--- Your task ---
Output each line of the data below exactly, omitting any image.

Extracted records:
=== Begin Enclosure ===
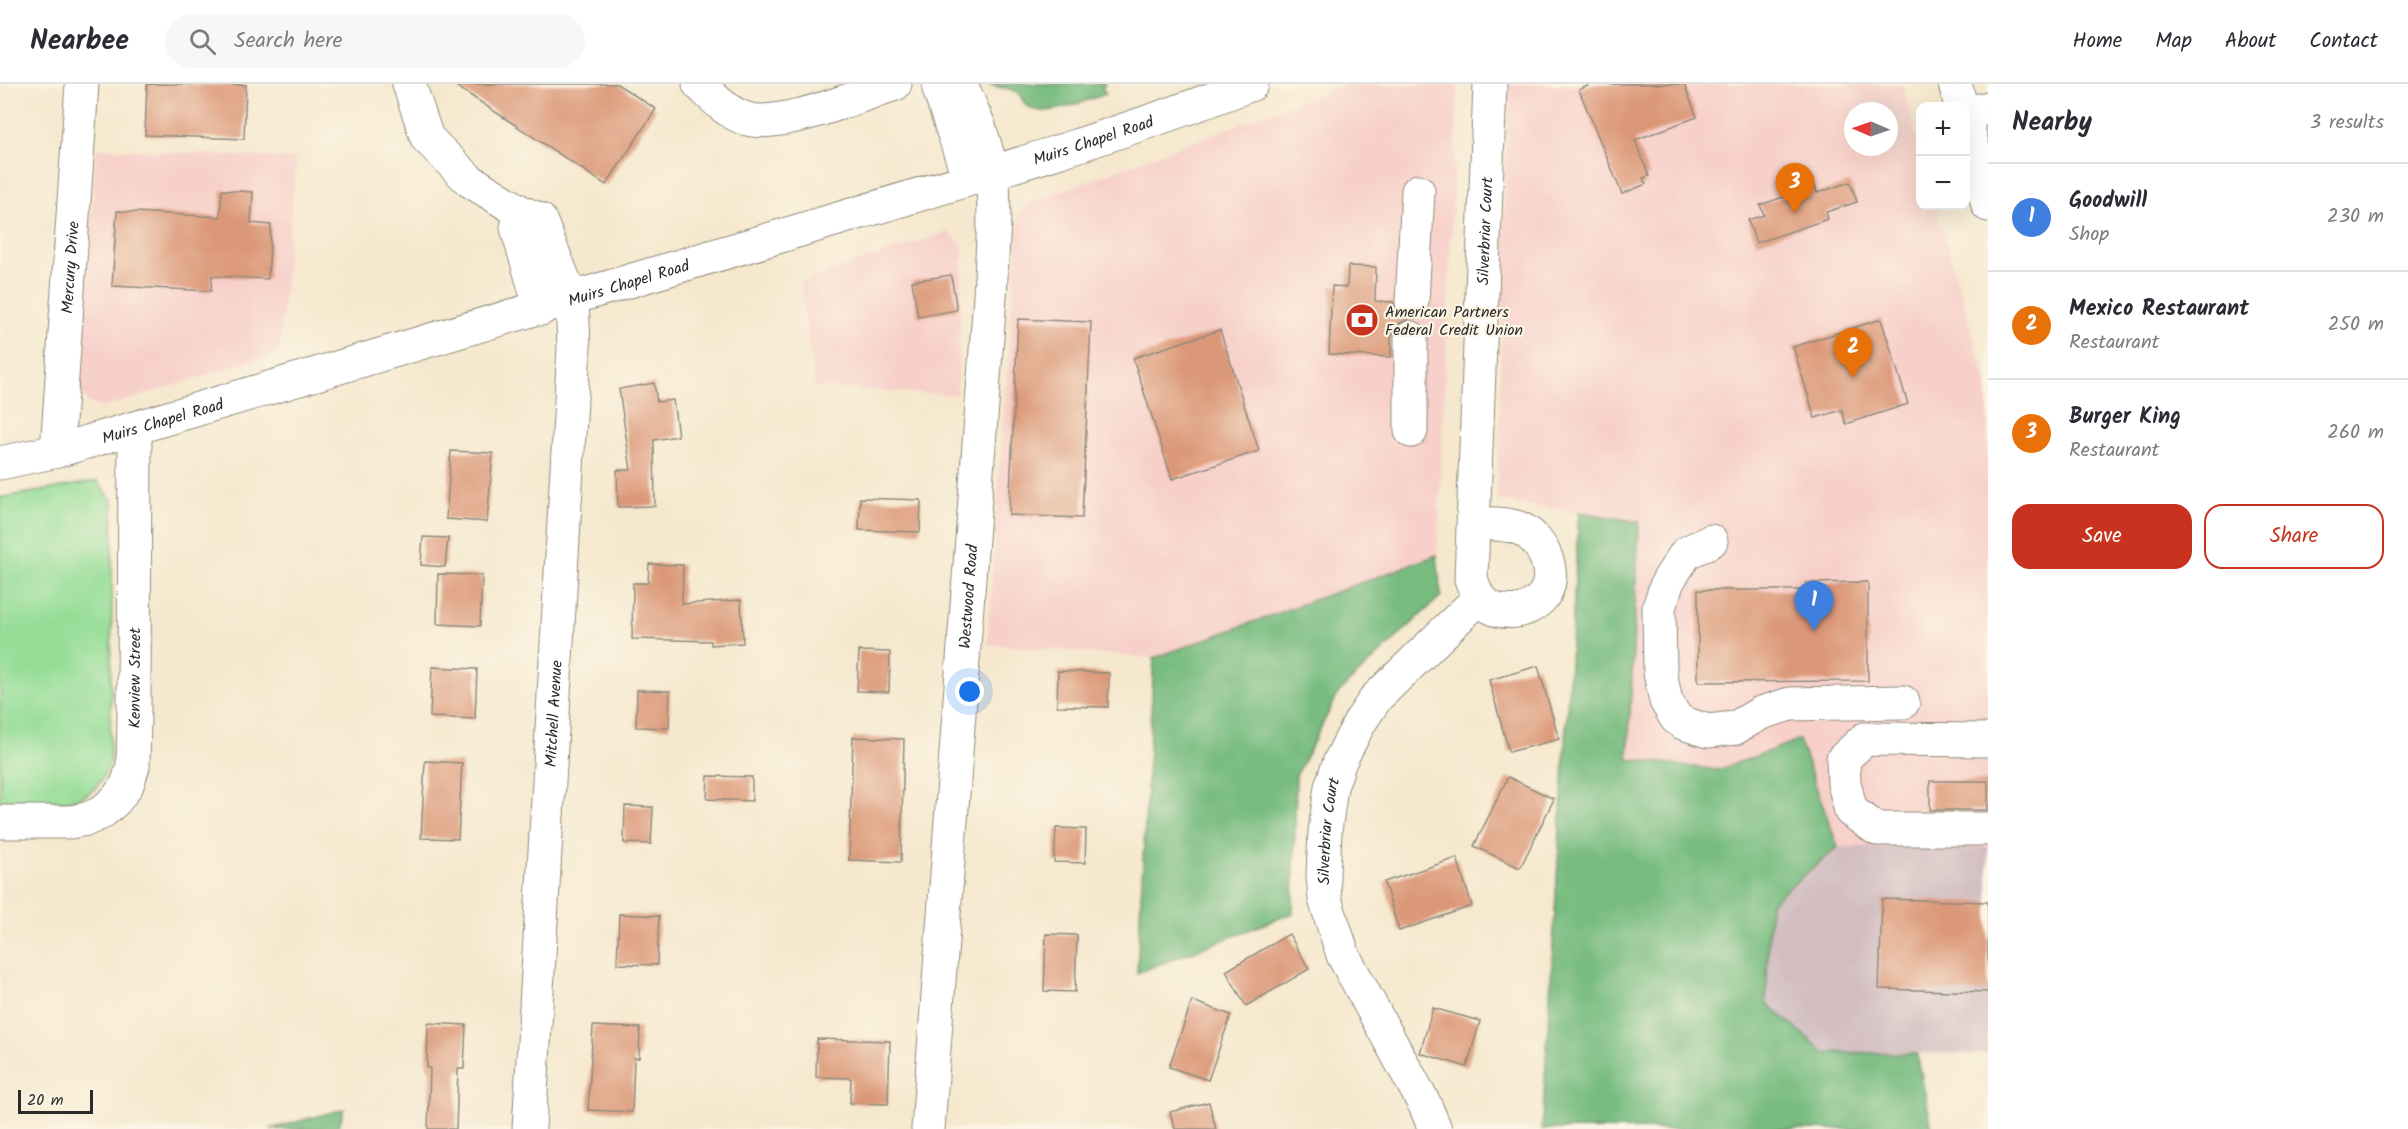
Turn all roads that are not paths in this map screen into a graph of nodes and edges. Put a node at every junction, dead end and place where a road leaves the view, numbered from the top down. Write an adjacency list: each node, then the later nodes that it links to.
1 (82, 84): 22 (street, Mercury Drive)
2 (409, 84): 18 (street, Mitchell Avenue)
3 (699, 84): 4 (street)
4 (896, 84)
5 (940, 84): 14 (street)
6 (961, 84): 14 (street)
7 (1252, 84): 14 (street, Muirs Chapel Road)
8 (1490, 84): 24 (street, Silverbriar Court)
9 (1955, 84): 10 (street)
10 (1960, 102)
11 (1988, 108): 12 (street)
12 (1970, 112)
13 (1970, 139): 16 (street)
14 (981, 176): 18 (street, Muirs Chapel Road); 32 (street, Westwood Road)
15 (1418, 191): 17 (street)
16 (1988, 205)
17 (1412, 302)
18 (557, 304): 20 (street, Muirs Chapel Road); 31 (street, Mitchell Avenue)
19 (1410, 338): 21 (street)
20 (135, 428): 22 (street, Muirs Chapel Road); 29 (street, Kenview Street)
21 (1412, 431)
22 (57, 451): 23 (street, Muirs Chapel Road)
23 (0, 463)
24 (1475, 523): 26 (street, Silverbriar Court); 26 (street)
25 (1711, 541): 27 (street)
26 (1479, 598): 33 (street, Silverbriar Court)
27 (1903, 702)
28 (1988, 740): 30 (street)
29 (0, 822)
30 (1988, 829)
31 (529, 1129)
32 (928, 1129)
33 (1435, 1129)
=== End Enclosure ===
--- Answer section ---
Turn all roads that are not paths in this map screen into a graph of nodes and edges. Put a node at every junction, dead end and place where a road leaves the view, numbered from the top down. Write an adjacency list: each node, then the later nodes that it links to.
1 (82, 84): 22 (street, Mercury Drive)
2 (409, 84): 18 (street, Mitchell Avenue)
3 (699, 84): 4 (street)
4 (896, 84)
5 (940, 84): 14 (street)
6 (961, 84): 14 (street)
7 (1252, 84): 14 (street, Muirs Chapel Road)
8 (1490, 84): 24 (street, Silverbriar Court)
9 (1955, 84): 10 (street)
10 (1960, 102)
11 (1988, 108): 12 (street)
12 (1970, 112)
13 (1970, 139): 16 (street)
14 (981, 176): 18 (street, Muirs Chapel Road); 32 (street, Westwood Road)
15 (1418, 191): 17 (street)
16 (1988, 205)
17 (1412, 302)
18 (557, 304): 20 (street, Muirs Chapel Road); 31 (street, Mitchell Avenue)
19 (1410, 338): 21 (street)
20 (135, 428): 22 (street, Muirs Chapel Road); 29 (street, Kenview Street)
21 (1412, 431)
22 (57, 451): 23 (street, Muirs Chapel Road)
23 (0, 463)
24 (1475, 523): 26 (street, Silverbriar Court); 26 (street)
25 (1711, 541): 27 (street)
26 (1479, 598): 33 (street, Silverbriar Court)
27 (1903, 702)
28 (1988, 740): 30 (street)
29 (0, 822)
30 (1988, 829)
31 (529, 1129)
32 (928, 1129)
33 (1435, 1129)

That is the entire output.